ST. GEORGE For the first time in years, voters in Utah's Dixie could have a real race on their hands for a seat on the three-member Washington County Commission.
A political newcomer, Democrat Lin Alder, who recently stepped down as executive director of Citizens for Dixie's Future, is challenging Republican incumbent Alan Gardner.
The nonprofit group is actively campaigning against the Lake Powell Pipeline and the Toquop coal-fired power plant in Nevada. Alder's public relation skills helped propel the fledgling citizen's group to the forefront in public conversations, with environmentalists and others who claim an interest in "smart growth" initiatives
"Voters are clearly calling for change," Alder says. "We now see the evidence daily. Whether it's Divine Strake, the Washington County Lands bill, Vision Dixie and the Toquop coal-fired power plant, local citizens have made it clear that some of our current elected officials are out of step with citizens' desire to protect the quality of life and natural resources that drive our economy in this beloved county."

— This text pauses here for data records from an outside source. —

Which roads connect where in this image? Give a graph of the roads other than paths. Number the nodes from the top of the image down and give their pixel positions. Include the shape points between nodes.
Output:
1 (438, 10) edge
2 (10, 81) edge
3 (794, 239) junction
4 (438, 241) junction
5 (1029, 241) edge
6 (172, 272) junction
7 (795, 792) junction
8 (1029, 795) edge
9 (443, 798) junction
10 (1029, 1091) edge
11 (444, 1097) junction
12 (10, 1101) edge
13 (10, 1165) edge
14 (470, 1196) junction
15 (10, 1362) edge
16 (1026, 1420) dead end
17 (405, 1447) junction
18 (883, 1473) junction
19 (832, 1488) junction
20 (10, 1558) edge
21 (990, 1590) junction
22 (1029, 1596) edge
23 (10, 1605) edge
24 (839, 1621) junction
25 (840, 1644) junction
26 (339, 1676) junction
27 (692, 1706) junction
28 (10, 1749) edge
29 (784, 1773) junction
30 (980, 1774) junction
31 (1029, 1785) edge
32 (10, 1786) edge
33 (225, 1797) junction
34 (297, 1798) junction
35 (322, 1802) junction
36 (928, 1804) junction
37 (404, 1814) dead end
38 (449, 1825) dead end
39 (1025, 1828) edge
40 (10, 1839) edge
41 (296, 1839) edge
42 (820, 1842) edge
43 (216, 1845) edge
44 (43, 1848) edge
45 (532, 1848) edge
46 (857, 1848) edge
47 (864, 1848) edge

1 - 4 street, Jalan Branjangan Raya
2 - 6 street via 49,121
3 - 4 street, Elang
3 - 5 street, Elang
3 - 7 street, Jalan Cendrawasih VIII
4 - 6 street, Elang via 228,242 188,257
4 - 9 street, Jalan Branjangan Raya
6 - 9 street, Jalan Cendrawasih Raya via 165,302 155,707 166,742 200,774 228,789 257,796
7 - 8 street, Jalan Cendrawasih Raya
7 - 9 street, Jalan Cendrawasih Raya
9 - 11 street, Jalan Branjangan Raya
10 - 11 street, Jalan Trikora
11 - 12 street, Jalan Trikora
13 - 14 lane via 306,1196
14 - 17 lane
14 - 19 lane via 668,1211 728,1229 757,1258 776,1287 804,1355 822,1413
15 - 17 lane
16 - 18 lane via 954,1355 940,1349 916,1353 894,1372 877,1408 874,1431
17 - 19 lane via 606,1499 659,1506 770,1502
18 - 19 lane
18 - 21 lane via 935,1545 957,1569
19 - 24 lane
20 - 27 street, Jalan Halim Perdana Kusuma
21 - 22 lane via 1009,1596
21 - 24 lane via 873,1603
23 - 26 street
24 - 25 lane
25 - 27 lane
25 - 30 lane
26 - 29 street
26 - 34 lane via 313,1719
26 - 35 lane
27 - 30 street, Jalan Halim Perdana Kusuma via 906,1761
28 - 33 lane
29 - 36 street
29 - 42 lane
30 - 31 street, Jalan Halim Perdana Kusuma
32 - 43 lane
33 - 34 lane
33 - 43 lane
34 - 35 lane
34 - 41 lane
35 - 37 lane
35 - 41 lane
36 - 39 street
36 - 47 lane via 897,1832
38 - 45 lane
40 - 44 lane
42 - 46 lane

Gardner and his fellow commissioners in November gave their tentative support to the 750-megawatt Toquop coal-fired power plant, planned for a site about 14 miles northwest of Mesquite, Nev. They reversed their position after public concerns were raised. Gardner pointed out that the commission stated earlier it would do so if there was sufficient proof that the power plant would harm the region's environment.
Gardner, who serves as the county's liaison to several federal agencies on public land issues, is a strong supporter of the public's right to use public lands and actively pushed to make the Vision Dixie process a reality.
"With only 16 percent of the county's land being privately held, public land issues are critical to Washington County," Gardner said, noting he also serves on the Utah Association of Counties Public Lands Committee.
Gardner also is chairman of the Public Lands Management subcommittee of the National Association of Counties (NACO) and is president of the Western Interstate Region, a bipartisan association of 15 Western states within NACO.
Alder, a freelance photographer and real estate developer, and Gardner also disagreed over the county's pursuit of the Washington County Growth and Conservation Act of 2006. The bill had the support of Rep. Jim Matheson, D-Utah, and Sen. Bob Bennett, R-Utah, who introduced it to Congress after several revisions.
That bill is expected to be reintroduced to Congress after "substantial" changes are made, Gardner said recently. Alder has campaigned against the bill, saying it inappropriately called for selling up to 25,000 acres of public land to the private sector.Greg Aldred has also filed to run for the County Commission seat. Aldred, who ran as a Democrat two years ago in an unsuccessful campaign for a different county commission seat, is running as a Republican this time around.